🤖 AI Summary
To address the low energy efficiency and hardware compatibility challenges in deploying Transformer models for TinyML, this paper proposes a heterogeneous acceleration architecture and an end-to-end automated deployment methodology tailored for 8-bit quantized attention inference. The method integrates a RISC-V octa-core cluster with a custom attention accelerator, co-designed under stringent tinyML power constraints.

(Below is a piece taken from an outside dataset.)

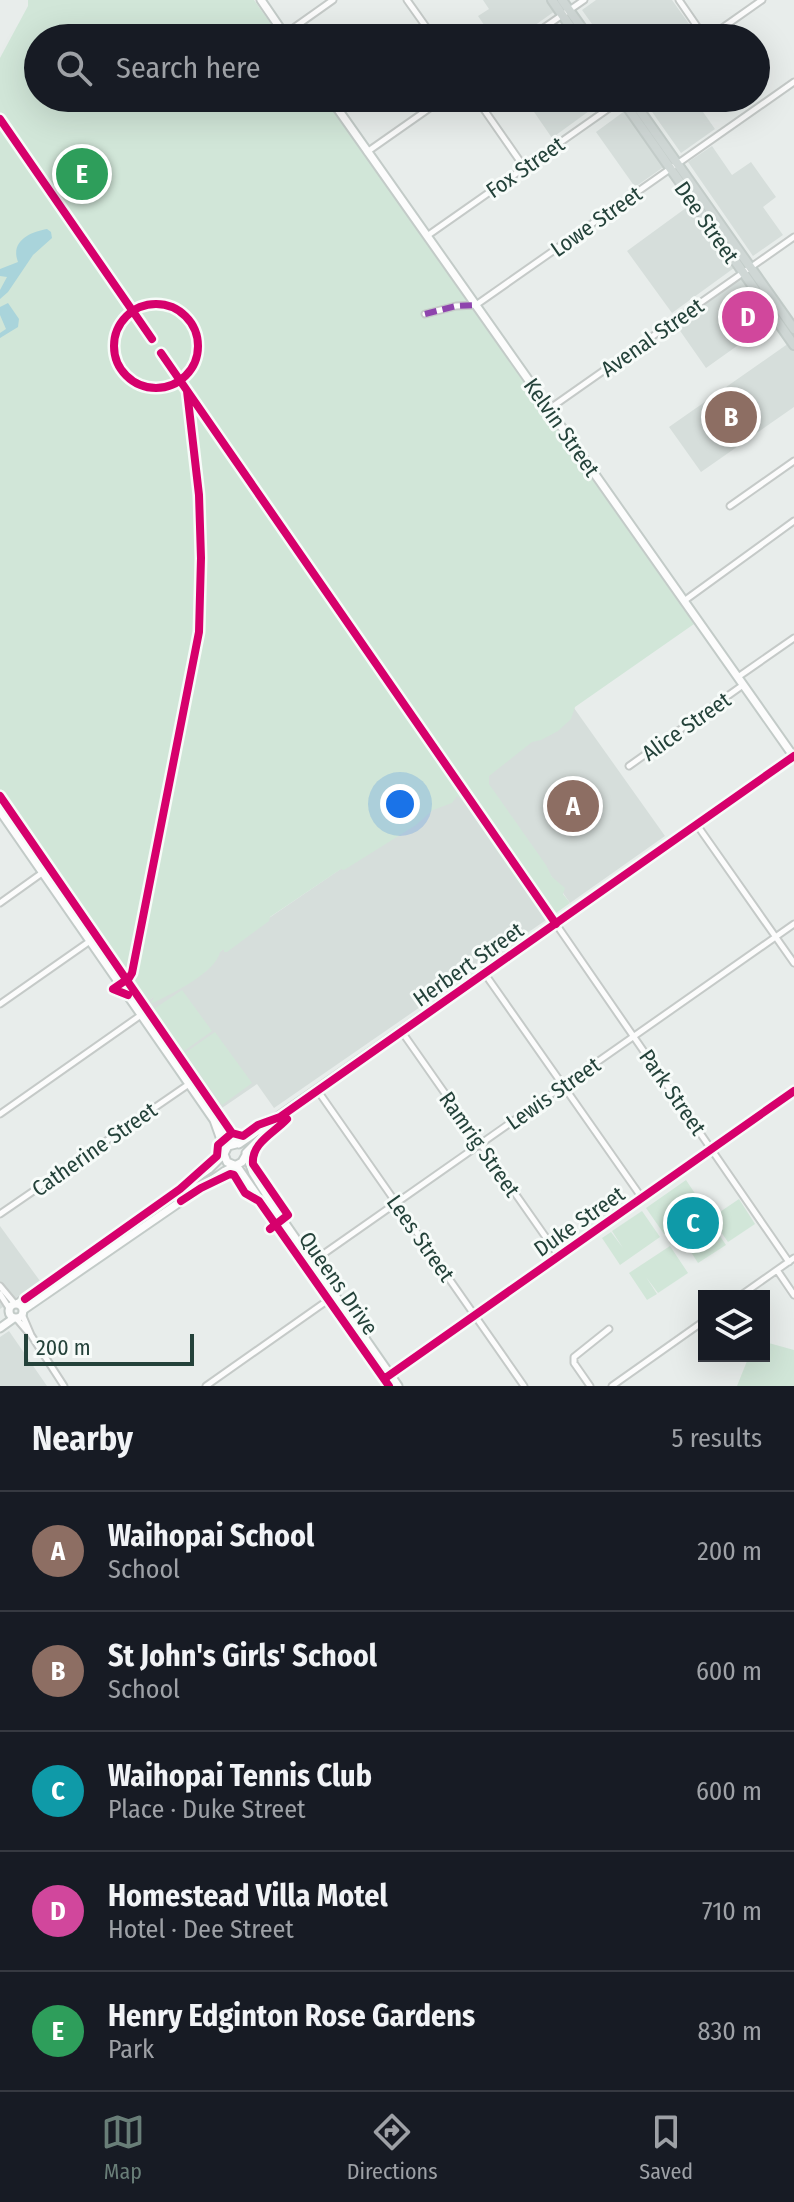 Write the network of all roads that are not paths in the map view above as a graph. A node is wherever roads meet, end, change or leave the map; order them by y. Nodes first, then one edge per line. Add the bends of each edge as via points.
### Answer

Key contributions include: (1) the first heterogeneous architecture enabling 8-bit quantized Transformer inference within typical tinyML power budgets; and (2) a scalable heterogeneous template implemented in 22 nm FD-SOI, coupled with a compiler-deployment co-optimization flow. Experimental results demonstrate that the system achieves 2960 GOp/J energy efficiency and 154 GOp/s throughput at 0.65 V—setting a new state-of-the-art in energy efficiency for Transformer inference in the TinyML domain.
📝 Abstract
One of the challenges for Tiny Machine Learning (tinyML) is keeping up with the evolution of Machine Learning models from Convolutional Neural Networks to Transformers. We address this by leveraging a heterogeneous architectural template coupling RISC-V processors with hardwired accelerators supported by an automated deployment flow. We demonstrate Attention-based models in a tinyML power envelope with an octa-core cluster coupled with an accelerator for quantized Attention. Our deployment flow enables end-to-end 8-bit Transformer inference, achieving leading-edge energy efficiency and throughput of 2960 GOp/J and 154 GOp/s (0.65 V, 22 nm FD-SOI technology).